Assignment →
Find the line containing "trace(minor, '#2b2b2b', 35);" in the data below and repeat it, along with all later lines, exactly through the last one.

Source material →

<<<<

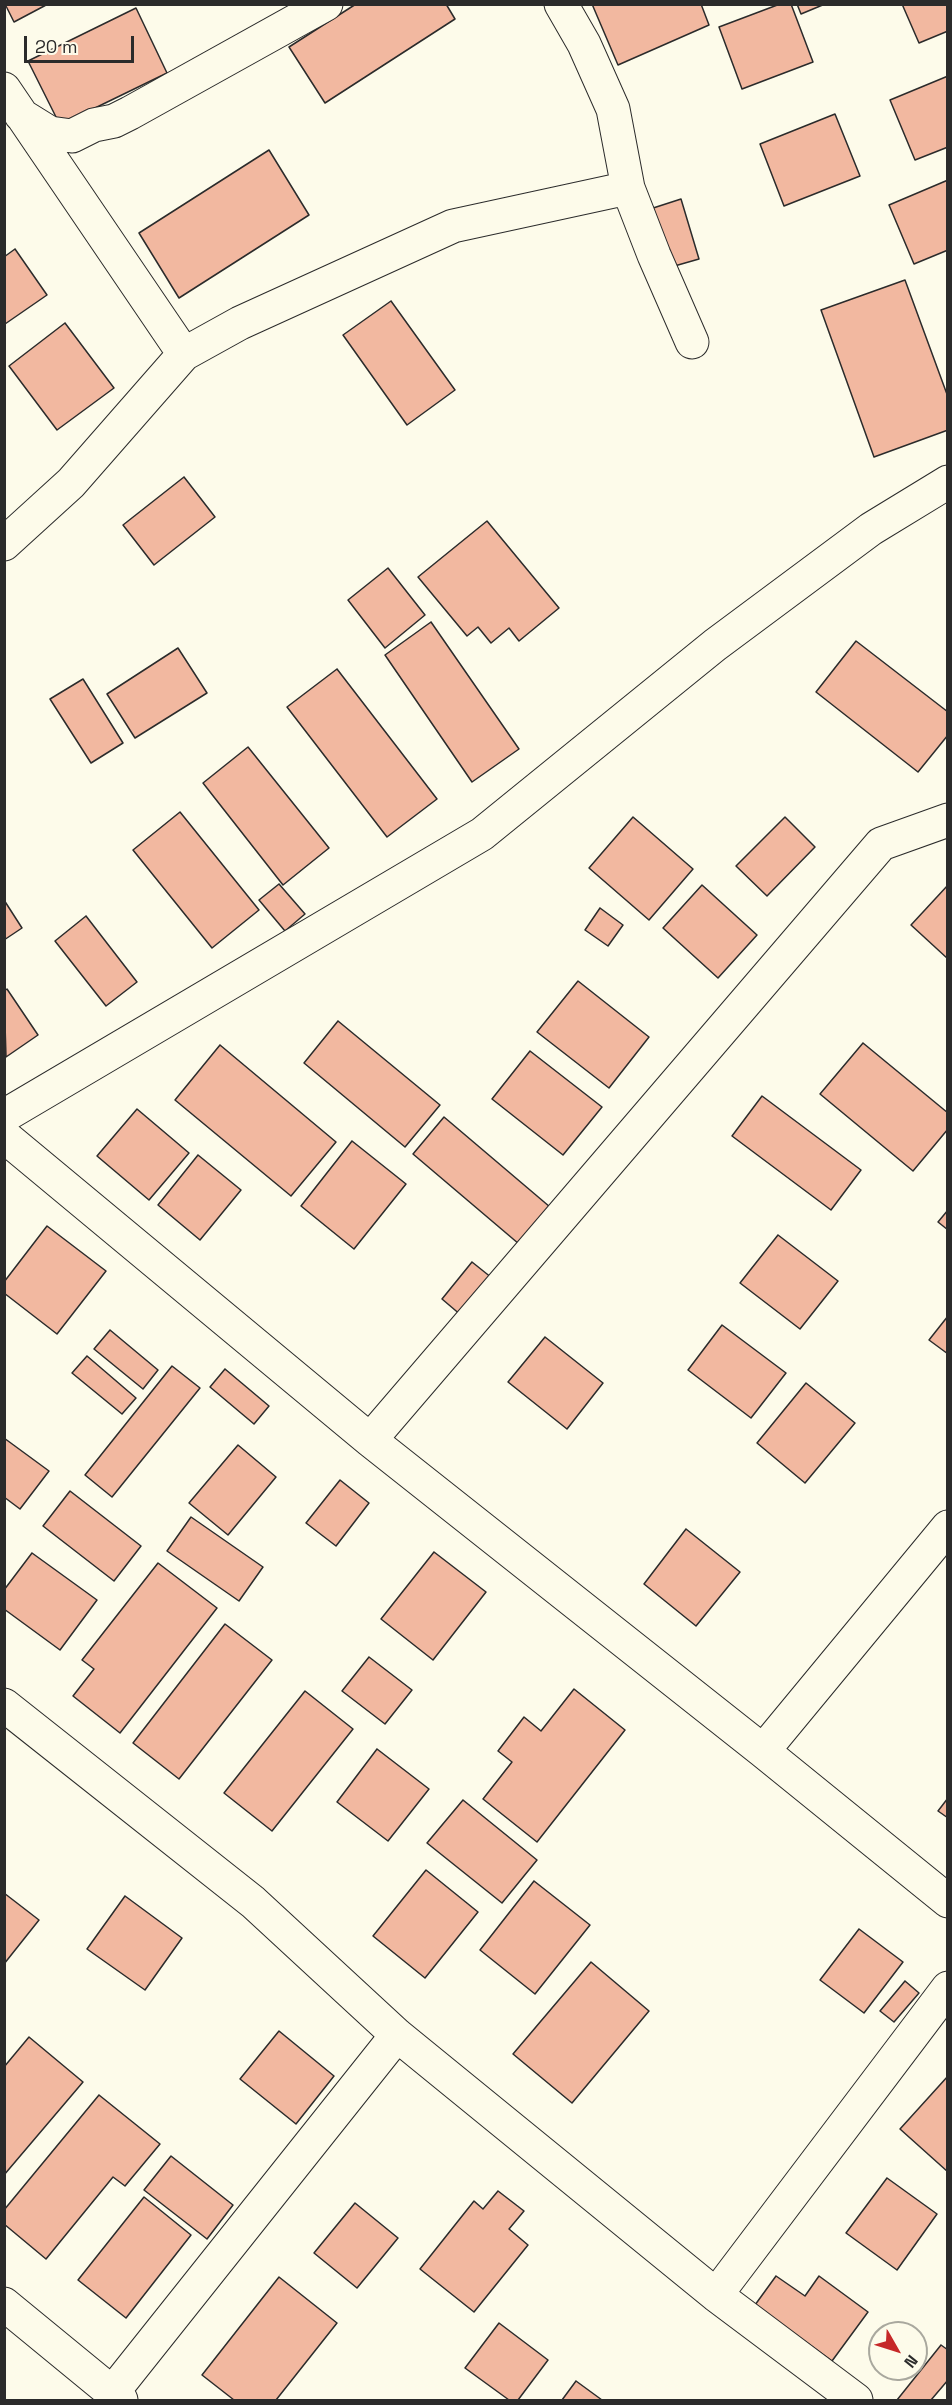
<!DOCTYPE html>
<html>
<head>
<meta charset="utf-8">
<style>
	body { margin:0 }
	#map { position:relative; width:952px; height:2405px; overflow:hidden; background:#fdfbea; font-family:"Space Grotesk",sans-serif }
	canvas { display:block }
	.frame { position:absolute; inset:0; border:6px solid #2b2b2b; pointer-events:none }
	.north { position:absolute; left:868px; top:2321px; width:60px; height:60px; box-sizing:border-box; background:#fdfbea; border:2px solid #a9a89e; border-radius:50%; rotate:129deg; font-size:16px; font-weight:700; line-height:24px; text-align:center; color:#2b2b2b }
	.north::after { content:''; display:block; margin:auto; width:21px; height:27px; background:#c62828; clip-path:polygon(50% 0,100% 100%,50% 72%,0 100%) }
	.scale { position:absolute; left:24px; top:36px; width:110px; height:27px; box-sizing:border-box; border:3px solid #2b2b2b; border-top:0; padding-left:8px; font-size:18px; line-height:21px; white-space:nowrap; color:#2b2b2b; -webkit-text-stroke:4px #fdfbea; paint-order:stroke }
</style>
</head>
<body>
<div id="map">
<canvas width="952" height="2405"></canvas>
<div class="frame"></div>
<div class="north">N</div>
<div class="scale">20 m</div>
</div>
<script>
const ctx = document.querySelector('canvas').getContext('2d');
ctx.lineJoin = 'round';
function fill(path, color) { ctx.fillStyle = color; ctx.fill(path, 'evenodd'); }
const shape = rows => new Path2D(rows.map(r => 'M' + r).join(''));
function trace(path, color, width, dash) { ctx.strokeStyle = color; ctx.lineWidth = width; ctx.lineCap = dash ? 'butt' : 'round'; ctx.setLineDash(dash || []); ctx.stroke(path); }
const building = shape([
	[5,4,48,4,14,22,5,4],
	[356,4,446,4,455,19,325,103,289,47,356,4],
	[592,4,701,4,709,25,618,65,592,4],
	[780,4,791,4,813,62,742,89,719,27,780,4],
	[797,4,825,4,801,14,797,4],
	[902,4,948,4,948,31,919,43,902,4],
	[136,8,167,73,60,125,28,61,136,8],
	[948,76,948,147,915,160,890,100,948,76],
	[835,114,860,176,784,206,760,144,835,114],
	[269,150,309,215,179,298,139,233,269,150],
	[948,180,948,250,914,264,889,205,948,180],
	[681,199,699,259,664,269,647,210,681,199],
	[15,249,47,295,5,324,4,257,15,249],
	[905,280,948,397,948,430,874,457,821,310,905,280],
	[391,301,455,390,407,425,343,335,391,301],
	[65,323,114,388,57,430,9,366,65,323],
	[184,477,215,517,154,565,123,525,184,477],
	[487,521,559,608,519,641,509,628,491,643,478,627,467,636,418,577,487,521],
	[388,568,425,615,385,648,348,600,388,568],
	[431,622,519,749,472,782,385,655,431,622],
	[856,641,948,712,948,735,918,772,816,692,856,641],
	[178,648,207,693,135,738,107,694,178,648],
	[337,669,437,799,387,837,287,707,337,669],
	[83,679,123,743,91,763,50,699,83,679],
	[248,747,329,848,283,885,203,783,248,747],
	[180,812,259,910,212,948,133,850,180,812],
	[633,817,693,869,649,920,589,868,633,817],
	[785,817,815,847,767,896,736,866,785,817],
	[279,884,305,914,285,931,259,900,279,884],
	[702,885,757,935,718,978,663,928,702,885],
	[948,885,948,959,911,925,948,885],
	[4,900,22,928,4,940,4,900],
	[600,908,623,925,608,946,585,930,600,908],
	[86,916,137,982,106,1006,55,941,86,916],
	[578,981,649,1037,609,1088,537,1032,578,981],
	[7,989,38,1035,6,1057,4,991,7,989],
	[338,1021,440,1105,405,1147,304,1063,338,1021],
	[863,1043,948,1113,948,1129,913,1171,820,1094,863,1043],
	[220,1045,336,1142,291,1196,175,1100,220,1045],
	[530,1051,602,1107,563,1155,492,1099,530,1051],
	[762,1096,861,1170,831,1210,732,1136,762,1096],
	[137,1109,189,1153,149,1200,97,1156,137,1109],
	[444,1117,550,1207,519,1244,413,1154,444,1117],
	[352,1141,406,1184,354,1249,301,1206,352,1141],
	[198,1155,241,1190,200,1240,158,1205,198,1155],
	[948,1210,948,1230,938,1222,948,1210],
	[47,1226,106,1271,57,1334,4,1293,4,1282,47,1226],
	[778,1235,838,1281,800,1329,740,1283,778,1235],
	[472,1262,492,1278,462,1316,442,1299,472,1262],
	[948,1316,948,1354,929,1340,948,1316],
	[722,1325,786,1373,751,1418,688,1370,722,1325],
	[110,1330,158,1370,143,1389,94,1349,110,1330],
	[545,1337,603,1383,567,1429,508,1382,545,1337],
	[87,1356,136,1398,122,1414,72,1373,87,1356],
	[172,1366,200,1388,112,1497,85,1475,172,1366],
	[225,1369,269,1406,254,1424,210,1387,225,1369],
	[806,1383,855,1423,805,1483,757,1443,806,1383],
	[4,1438,49,1471,20,1509,4,1497,4,1438],
	[238,1445,276,1477,228,1535,189,1503,238,1445],
	[340,1480,369,1503,336,1546,306,1523,340,1480],
	[70,1491,141,1546,114,1581,43,1526,70,1491],
	[191,1517,263,1567,239,1601,167,1551,191,1517],
	[686,1529,740,1572,696,1626,644,1584,686,1529],
	[434,1552,486,1592,433,1660,381,1619,434,1552],
	[32,1553,97,1600,60,1650,4,1609,4,1590,32,1553],
	[158,1563,217,1608,120,1733,73,1696,94,1669,82,1660,158,1563],
	[225,1624,272,1660,179,1779,133,1743,225,1624],
	[369,1657,412,1690,385,1724,342,1691,369,1657],
	[574,1689,625,1730,537,1842,483,1799,512,1762,498,1751,524,1717,541,1731,574,1689],
	[305,1691,353,1729,272,1831,224,1793,305,1691],
	[377,1749,429,1789,388,1841,337,1802,377,1749],
	[948,1798,948,1818,938,1811,948,1798],
	[463,1800,537,1860,502,1903,427,1843,463,1800],
	[426,1870,478,1912,425,1978,373,1936,426,1870],
	[534,1881,590,1925,535,1994,480,1950,534,1881],
	[4,1893,39,1920,4,1964,4,1893],
	[125,1896,182,1938,145,1990,87,1949,125,1896],
	[859,1929,903,1962,864,2013,820,1980,859,1929],
	[591,1962,649,2011,572,2103,513,2054,591,1962],
	[905,1981,919,1993,894,2022,880,2011,905,1981],
	[279,2031,334,2076,296,2124,240,2079,279,2031],
	[29,2037,83,2082,4,2175,4,2067,29,2037],
	[948,2076,948,2172,900,2129,948,2076],
	[99,2095,160,2144,125,2186,113,2177,46,2259,4,2224,4,2210,99,2095],
	[171,2156,233,2205,207,2239,144,2190,171,2156],
	[887,2178,937,2214,897,2270,846,2233,887,2178],
	[498,2191,524,2211,509,2229,528,2245,474,2312,420,2269,474,2201,483,2209,498,2191],
	[144,2197,191,2235,126,2318,78,2280,144,2197],
	[355,2203,398,2238,357,2288,314,2253,355,2203],
	[776,2276,805,2296,819,2276,868,2312,832,2361,755,2305,776,2276],
	[279,2277,337,2323,276,2400,234,2400,202,2375,279,2277],
	[499,2323,548,2360,518,2400,509,2400,465,2368,499,2323],
	[941,2345,948,2350,948,2380,931,2400,897,2400,941,2345],
	[576,2381,602,2400,562,2400,576,2381]
]);
fill(building, '#f2b8a0');
trace(building, '#2b2b2b', 1.5);
const minor = shape([
	[561,4,584,44,613,109,628,188,654,255,692,342],
	[4,89,184,354,240,323,453,226,628,188],
	[21,115,50,133,72,136,94,125,114,121,130,113,326,4],
	[4,544,71,483,184,354],
	[4,1116,482,834,715,645,871,529,948,482],
	[4,1136,370,1440,763,1751,948,1901],
	[370,1440,881,844,948,820],
	[4,1705,253,1902,397,2035,716,2295,856,2400],
	[763,1751,948,1527],
	[716,2295,948,1988],
	[4,2304,121,2400],
	[112,2393,397,2035]
]);
trace(minor, '#2b2b2b', 35);
trace(minor, '#fdfbea', 33);
</script>
</body>
</html>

>>>>

Answer space →
trace(minor, '#2b2b2b', 35);
trace(minor, '#fdfbea', 33);
</script>
</body>
</html>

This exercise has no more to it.